Award-winning artist Dave McKean and bestselling author Neil Gaiman are longtime collaborators with numerous graphic novels and children's books under their collective belts. I have enjoyed most of their dual efforts, so I viewed MirrorMask with high expectations.

In typical Gaiman fashion, the film follows a young teen (in this case fifteen-year-old Helena) who does something horrible (cursing her mother to die) and must make amends (rescuing a fantasy realm by finding the fabled MirrorMask). The story is a bit thin and reminiscent of the far superior Spirited Away. The acting is nothing spectacular. The ending feels rushed. But none of this really matters. The real star of MirrorMask is Dave McKean.

For 101 minutes, my reality was warped by the genius of Dave McKean. The visual aspects of this movie were carefully conceived, rendered, and animated. An artistic wonderland through McKean's unique vision, MirrorMask is a stunningly beautiful film.

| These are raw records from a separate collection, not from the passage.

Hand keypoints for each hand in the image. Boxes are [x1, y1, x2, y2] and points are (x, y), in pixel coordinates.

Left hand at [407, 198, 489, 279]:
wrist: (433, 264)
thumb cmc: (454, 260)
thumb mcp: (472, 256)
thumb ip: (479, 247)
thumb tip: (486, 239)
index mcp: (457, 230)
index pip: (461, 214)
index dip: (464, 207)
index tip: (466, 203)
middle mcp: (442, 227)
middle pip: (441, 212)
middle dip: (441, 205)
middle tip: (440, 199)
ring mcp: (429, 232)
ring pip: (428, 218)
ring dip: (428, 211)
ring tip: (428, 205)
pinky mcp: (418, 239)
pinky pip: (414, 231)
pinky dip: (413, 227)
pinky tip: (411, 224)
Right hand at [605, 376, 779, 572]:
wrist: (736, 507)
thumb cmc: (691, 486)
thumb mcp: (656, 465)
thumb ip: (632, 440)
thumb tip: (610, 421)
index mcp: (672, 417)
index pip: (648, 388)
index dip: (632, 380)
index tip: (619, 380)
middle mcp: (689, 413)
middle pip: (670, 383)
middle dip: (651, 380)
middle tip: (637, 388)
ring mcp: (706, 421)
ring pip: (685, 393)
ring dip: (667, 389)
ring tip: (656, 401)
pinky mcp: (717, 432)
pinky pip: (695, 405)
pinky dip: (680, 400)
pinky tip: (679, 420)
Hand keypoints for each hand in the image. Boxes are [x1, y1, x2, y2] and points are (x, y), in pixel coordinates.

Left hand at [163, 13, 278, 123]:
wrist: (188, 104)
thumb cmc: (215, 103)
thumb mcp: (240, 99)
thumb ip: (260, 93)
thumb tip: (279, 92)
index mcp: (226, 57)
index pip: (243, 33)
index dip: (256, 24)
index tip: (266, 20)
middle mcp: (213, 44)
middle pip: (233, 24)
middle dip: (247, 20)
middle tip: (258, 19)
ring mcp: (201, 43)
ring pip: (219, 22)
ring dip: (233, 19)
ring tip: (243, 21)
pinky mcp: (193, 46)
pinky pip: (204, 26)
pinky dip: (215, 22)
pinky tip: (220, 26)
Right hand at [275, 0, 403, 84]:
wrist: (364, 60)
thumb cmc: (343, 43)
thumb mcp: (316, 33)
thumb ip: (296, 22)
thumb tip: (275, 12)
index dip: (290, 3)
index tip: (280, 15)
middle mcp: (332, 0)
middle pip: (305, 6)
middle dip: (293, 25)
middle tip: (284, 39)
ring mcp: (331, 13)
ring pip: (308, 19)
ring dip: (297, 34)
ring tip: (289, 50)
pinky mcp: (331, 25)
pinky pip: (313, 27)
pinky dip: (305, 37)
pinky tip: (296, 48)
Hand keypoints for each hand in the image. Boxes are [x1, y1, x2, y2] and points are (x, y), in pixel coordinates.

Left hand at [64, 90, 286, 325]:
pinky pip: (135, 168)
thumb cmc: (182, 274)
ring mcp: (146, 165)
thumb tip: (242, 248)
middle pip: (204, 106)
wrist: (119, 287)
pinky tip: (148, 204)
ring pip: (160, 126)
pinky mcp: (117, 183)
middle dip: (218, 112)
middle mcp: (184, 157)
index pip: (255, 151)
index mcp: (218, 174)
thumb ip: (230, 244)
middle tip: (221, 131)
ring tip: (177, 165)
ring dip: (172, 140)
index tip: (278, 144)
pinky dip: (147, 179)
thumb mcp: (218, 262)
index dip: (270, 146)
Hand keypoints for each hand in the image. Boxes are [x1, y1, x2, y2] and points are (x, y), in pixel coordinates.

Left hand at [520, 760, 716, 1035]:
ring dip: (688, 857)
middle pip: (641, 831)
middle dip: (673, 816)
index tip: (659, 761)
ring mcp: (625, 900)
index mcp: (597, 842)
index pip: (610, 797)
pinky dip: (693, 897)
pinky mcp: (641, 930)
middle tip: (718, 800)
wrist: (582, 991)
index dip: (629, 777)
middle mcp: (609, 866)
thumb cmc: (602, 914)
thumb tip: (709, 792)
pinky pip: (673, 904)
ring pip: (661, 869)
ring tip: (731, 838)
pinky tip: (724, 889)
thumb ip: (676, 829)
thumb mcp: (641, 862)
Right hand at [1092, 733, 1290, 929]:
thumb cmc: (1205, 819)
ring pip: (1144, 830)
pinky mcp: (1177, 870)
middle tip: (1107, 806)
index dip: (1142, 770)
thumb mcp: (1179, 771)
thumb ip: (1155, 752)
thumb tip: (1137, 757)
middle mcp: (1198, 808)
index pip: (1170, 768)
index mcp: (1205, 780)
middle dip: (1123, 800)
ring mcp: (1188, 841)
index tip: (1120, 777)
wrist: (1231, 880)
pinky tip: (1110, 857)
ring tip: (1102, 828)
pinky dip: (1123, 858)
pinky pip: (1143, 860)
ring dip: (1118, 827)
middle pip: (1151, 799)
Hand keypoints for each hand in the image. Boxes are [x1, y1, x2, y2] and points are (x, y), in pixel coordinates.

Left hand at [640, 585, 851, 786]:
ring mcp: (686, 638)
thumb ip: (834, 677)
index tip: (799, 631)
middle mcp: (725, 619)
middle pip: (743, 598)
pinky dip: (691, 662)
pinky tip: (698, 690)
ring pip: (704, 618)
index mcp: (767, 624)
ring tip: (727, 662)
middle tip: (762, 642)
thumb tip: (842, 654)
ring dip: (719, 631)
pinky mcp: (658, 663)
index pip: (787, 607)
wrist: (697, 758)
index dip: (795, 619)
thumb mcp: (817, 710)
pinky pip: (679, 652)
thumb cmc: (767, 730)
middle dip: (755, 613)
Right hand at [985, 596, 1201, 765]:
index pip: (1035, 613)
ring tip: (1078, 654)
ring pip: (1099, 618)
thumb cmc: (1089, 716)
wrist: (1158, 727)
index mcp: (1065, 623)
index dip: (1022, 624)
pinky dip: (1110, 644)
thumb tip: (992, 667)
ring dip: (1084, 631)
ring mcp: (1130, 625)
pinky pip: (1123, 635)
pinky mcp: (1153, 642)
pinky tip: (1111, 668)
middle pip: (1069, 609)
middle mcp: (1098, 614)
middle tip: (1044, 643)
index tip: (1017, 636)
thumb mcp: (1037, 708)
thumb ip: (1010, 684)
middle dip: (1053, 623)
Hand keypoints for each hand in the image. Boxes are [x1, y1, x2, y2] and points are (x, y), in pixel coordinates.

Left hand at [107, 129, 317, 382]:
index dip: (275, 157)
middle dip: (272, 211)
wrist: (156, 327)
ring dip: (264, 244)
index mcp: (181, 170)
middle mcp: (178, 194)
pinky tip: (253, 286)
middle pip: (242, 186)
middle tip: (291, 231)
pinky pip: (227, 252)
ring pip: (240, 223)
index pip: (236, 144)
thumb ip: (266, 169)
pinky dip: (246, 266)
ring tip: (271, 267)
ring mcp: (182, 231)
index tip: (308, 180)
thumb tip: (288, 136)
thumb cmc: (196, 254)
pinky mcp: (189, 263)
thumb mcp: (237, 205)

It is as a director that McKean stumbles. Using camera angles and lighting that are just a little off, the non-“magical” or everyday scenes are on par with a student film. The pacing is little odd with long boring segments. While I love apes as much as the next guy (OK, maybe more), the scene in the fantasy world with the apelike birds was initially exciting but overly long, as was the opening circus bit with a guy in a gorilla suit.

Speaking of circuses, establishing Helena and her family as circus performers were completely unnecessary and had zero impact on the events in the movie. When creating a story inhabited by bizarre creatures and supernatural events, a little normalcy is welcome. It was all strange enough without the circus. The entire film was told from the perspective of Helena except for two distracting short scenes that just conveyed what was already obvious. The movie could easily have been shorter by a half an hour. A co-director to handle the more mundane scenes would have helped.

As a work of art, MirrorMask met and exceeded expectations. As a movie, the typical Gaiman story along with McKean's directorial weaknesses render it just slightly above average, doomed to the second-class cult status of other Henson films such as Labyrinth and Dark Crystal.

RevSF contributing editor Rick Klaw lives by the creed “There is nothing that cannot be made better by the inclusion of an ape.” MirrorMask is the exception that proves the rule.